Q: What about Google? We keep hearing B-to-B marketers rave about their ad results on Google.

Muller: Google is up to 8% and growing. They're very good -- the search results are very relevant. There are a few things about Google that are kind of tricky. They have spam detectors that weed out a lot of people, and also weed out rookies who don't know what they're doing. It leaves the area open to professional search engine marketers who know what they're doing.

Q: A lot of people advertise themselves as search engine consultants these days. How should we figure out which one to hire?

Muller: You have to be careful when you go to these guys. Some do mass emailings saying they'll get you "into the Top 10 rankings guaranteed." We checked those companies out -- what they're promising is when you type in your domain name you'll be in the top 10. Well I should hope so! You're the only one out there with that domain name!

There are other people out there who will offer services but don't have a lot of knowledge. For example some Web designers offer to submit your site every month as part of their service. That actually hurts your site more than it helps. Once is ok, but other than that you could be risking your ranking in some engines.

You want to hire people who can show you actual results from past clients, proof of what they can do. You also want make sure they get results without spamming. Spamming is using devious means. That can get your domain banned for good from search engines after a few weeks' good results.

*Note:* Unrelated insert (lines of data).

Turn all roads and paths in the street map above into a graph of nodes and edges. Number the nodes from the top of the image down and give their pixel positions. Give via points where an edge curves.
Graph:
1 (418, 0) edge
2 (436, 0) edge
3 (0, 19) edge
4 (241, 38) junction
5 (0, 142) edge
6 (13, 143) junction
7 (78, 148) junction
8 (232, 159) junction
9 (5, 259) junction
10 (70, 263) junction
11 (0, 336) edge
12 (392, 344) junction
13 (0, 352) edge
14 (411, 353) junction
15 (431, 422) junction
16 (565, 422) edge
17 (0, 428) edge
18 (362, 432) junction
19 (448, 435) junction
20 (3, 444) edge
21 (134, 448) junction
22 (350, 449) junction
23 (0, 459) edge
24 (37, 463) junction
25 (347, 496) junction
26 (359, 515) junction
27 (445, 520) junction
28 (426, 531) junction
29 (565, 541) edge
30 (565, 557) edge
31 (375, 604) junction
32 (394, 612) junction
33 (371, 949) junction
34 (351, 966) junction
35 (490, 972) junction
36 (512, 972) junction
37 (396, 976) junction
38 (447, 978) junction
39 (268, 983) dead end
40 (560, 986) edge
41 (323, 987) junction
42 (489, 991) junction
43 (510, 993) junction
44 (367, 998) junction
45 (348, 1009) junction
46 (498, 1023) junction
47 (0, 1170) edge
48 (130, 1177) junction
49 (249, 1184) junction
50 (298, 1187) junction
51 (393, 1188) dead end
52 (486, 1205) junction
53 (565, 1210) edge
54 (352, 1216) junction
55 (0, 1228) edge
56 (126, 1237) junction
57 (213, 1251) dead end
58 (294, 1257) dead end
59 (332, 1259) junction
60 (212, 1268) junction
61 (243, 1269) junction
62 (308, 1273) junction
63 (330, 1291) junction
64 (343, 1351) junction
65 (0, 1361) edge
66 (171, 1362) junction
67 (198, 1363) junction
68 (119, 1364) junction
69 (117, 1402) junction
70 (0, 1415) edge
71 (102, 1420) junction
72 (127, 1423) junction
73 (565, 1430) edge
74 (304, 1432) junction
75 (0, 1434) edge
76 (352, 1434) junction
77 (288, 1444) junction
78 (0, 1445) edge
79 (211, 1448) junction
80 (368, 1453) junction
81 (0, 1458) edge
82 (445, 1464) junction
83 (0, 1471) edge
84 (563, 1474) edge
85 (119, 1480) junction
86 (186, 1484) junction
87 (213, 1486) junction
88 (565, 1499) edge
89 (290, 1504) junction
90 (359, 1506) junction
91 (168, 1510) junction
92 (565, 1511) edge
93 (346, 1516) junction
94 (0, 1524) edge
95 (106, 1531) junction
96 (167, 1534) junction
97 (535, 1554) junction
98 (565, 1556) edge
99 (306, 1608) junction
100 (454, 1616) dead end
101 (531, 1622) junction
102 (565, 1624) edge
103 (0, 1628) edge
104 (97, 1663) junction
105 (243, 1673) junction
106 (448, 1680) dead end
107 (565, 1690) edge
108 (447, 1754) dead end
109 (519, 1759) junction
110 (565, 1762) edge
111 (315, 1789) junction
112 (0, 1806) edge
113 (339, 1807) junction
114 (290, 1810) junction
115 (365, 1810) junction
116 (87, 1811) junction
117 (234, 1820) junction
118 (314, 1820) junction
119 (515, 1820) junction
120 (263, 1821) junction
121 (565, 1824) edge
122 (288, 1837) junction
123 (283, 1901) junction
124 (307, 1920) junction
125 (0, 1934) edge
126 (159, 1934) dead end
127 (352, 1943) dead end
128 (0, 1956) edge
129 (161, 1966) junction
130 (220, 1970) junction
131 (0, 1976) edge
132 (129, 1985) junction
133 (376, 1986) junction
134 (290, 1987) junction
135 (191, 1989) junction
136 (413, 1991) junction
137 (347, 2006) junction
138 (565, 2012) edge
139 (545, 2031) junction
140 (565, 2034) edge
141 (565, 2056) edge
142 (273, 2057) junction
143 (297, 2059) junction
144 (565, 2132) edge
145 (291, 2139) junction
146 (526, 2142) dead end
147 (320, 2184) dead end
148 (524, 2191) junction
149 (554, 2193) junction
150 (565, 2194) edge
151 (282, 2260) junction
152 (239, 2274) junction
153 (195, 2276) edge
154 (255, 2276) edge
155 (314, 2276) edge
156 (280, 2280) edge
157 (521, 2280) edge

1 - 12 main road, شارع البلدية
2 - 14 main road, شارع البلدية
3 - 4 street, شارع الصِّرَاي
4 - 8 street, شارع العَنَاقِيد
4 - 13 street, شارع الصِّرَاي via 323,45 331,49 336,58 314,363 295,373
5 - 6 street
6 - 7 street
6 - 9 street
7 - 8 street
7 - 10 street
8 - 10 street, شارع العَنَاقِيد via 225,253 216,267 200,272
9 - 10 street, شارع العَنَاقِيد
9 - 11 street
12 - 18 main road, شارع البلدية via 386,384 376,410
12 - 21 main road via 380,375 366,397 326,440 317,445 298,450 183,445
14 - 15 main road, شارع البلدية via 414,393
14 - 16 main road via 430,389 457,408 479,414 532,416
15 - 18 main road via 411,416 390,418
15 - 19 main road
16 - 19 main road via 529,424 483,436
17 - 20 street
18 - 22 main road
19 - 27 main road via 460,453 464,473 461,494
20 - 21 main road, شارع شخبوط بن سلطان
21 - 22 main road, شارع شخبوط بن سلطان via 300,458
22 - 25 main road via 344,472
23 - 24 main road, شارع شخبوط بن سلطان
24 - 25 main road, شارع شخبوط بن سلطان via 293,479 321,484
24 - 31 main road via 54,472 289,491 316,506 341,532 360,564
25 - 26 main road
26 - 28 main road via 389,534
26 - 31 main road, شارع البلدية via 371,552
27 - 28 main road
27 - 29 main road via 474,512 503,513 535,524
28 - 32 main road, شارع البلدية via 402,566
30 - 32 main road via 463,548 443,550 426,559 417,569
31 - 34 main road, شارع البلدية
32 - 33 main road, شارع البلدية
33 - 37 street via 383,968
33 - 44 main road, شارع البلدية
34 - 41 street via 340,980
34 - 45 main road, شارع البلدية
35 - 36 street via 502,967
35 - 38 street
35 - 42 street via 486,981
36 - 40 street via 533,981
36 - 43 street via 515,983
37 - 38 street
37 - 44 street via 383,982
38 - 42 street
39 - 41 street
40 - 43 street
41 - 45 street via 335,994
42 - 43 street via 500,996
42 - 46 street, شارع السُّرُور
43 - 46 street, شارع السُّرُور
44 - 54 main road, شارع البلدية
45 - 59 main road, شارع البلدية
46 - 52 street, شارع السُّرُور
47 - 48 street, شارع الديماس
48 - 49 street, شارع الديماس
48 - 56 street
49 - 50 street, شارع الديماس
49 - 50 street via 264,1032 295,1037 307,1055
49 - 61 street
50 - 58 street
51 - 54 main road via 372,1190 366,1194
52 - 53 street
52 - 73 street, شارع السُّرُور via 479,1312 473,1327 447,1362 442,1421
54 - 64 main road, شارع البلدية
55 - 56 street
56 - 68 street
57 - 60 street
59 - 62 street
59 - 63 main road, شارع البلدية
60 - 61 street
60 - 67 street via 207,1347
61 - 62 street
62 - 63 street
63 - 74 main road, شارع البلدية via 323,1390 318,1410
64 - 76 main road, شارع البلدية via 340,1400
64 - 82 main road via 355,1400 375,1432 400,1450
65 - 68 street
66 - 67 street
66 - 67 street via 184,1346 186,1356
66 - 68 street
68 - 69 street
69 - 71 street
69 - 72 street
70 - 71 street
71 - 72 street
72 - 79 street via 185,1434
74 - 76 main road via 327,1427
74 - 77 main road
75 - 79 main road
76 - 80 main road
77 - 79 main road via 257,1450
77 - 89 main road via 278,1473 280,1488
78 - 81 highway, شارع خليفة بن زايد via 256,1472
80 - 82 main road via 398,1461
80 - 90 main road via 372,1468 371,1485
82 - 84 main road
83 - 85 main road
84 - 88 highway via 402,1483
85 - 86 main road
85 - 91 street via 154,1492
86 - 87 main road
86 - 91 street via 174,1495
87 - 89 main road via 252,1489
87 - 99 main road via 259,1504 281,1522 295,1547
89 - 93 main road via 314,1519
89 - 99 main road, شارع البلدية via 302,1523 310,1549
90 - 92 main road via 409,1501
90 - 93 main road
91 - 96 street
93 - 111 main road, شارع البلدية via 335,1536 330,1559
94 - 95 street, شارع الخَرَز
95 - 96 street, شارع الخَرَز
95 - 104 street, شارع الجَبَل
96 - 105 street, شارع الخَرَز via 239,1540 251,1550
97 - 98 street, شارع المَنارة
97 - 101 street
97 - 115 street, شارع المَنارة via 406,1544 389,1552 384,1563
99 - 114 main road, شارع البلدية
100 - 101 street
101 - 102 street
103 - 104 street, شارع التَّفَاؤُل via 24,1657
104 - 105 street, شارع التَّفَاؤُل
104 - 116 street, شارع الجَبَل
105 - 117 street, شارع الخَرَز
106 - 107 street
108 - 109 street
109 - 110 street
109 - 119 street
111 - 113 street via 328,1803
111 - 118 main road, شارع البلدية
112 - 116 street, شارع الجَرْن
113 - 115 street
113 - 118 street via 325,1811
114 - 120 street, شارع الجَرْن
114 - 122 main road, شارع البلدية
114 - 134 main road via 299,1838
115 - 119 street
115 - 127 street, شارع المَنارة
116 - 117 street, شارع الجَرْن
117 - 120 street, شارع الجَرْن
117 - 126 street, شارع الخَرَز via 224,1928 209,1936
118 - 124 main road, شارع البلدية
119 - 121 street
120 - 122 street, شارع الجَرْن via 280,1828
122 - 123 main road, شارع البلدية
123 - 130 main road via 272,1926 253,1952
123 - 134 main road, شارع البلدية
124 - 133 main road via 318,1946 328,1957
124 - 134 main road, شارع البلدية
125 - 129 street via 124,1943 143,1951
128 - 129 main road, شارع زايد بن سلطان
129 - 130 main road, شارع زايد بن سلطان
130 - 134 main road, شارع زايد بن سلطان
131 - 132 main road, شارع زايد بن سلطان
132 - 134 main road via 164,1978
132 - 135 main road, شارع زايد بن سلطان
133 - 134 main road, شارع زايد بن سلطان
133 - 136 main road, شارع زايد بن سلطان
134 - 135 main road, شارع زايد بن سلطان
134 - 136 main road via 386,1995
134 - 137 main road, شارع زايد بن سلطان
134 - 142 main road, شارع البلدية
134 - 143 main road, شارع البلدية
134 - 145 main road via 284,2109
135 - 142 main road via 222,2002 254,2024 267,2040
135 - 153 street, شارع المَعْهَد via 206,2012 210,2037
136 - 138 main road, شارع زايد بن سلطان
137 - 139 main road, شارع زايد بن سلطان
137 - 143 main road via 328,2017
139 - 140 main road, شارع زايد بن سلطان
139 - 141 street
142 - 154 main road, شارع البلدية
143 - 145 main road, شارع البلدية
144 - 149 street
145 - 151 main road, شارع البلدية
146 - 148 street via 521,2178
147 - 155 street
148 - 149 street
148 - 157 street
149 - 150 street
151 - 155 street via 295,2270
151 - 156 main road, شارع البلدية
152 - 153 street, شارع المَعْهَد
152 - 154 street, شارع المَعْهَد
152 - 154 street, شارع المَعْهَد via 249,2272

Then you can't ever get engines to rank that domain again until you write letters of apology ... there's this whole rigmarole.

Q: What "devious means" do we need to make sure to avoid so we aren't banned for spamming?

Muller: There are a variety of things, including:

Invisible text -- for example when you'll put a paragraph of black text on a black background.

Keyword stuffing -- when pages have one word repeated over and over again in the text. Duplicate words in your meta tags and titles are also considered spam.

Meta refresh tags -- when you do a search and you click on a link and it looks like a page is about to load but another one pops up and quickly jumps you to an unrelated page. The first page is optimized for where the search was targeting, the second is a redirect with no relevance to the first.

Trapping techniques -- when you go to a page and your back button is disabled.

Now, bear in mind, not all of these are considered spam by every search engine. For example Excite doesn't mind invisible text but HotBot does.

Q: What about just using an inexpensive program like Web Position Gold instead of hiring an expert?

Muller: We use Web Position Gold for link tracking. It's excellent to track where your links are hitting. It saves a lot of time and creates easy-to-read reports. The program does have a doorway page generator (these are pages optimized solely for a specific number of keywords you're targeting search engines for) but it's an ugly page with a few words and links on top, no graphics, nothing nice looking.

Creating doorway pages that are visually appealing is one of the hardest things to do. Search engines can barely index things that make Web pages look good like Java, Flash, image maps, and other graphics. So you don't get ranked. Engines unfortunately like ugly pages!

So I don't recommend using Web Position Gold to build your pages. You need an expert for that.

By the way, if you don't need historical data showing how your ranking has changed over time, you should try Agent Web Ranking. It reports just like Web Position Gold in real time only without history.

NOTE: Next week in Part II of this exclusive interview, Muller reveals how much a good optimization consultant should cost you; how long it will take to see real results; and, his favorite tactics to get high rankings.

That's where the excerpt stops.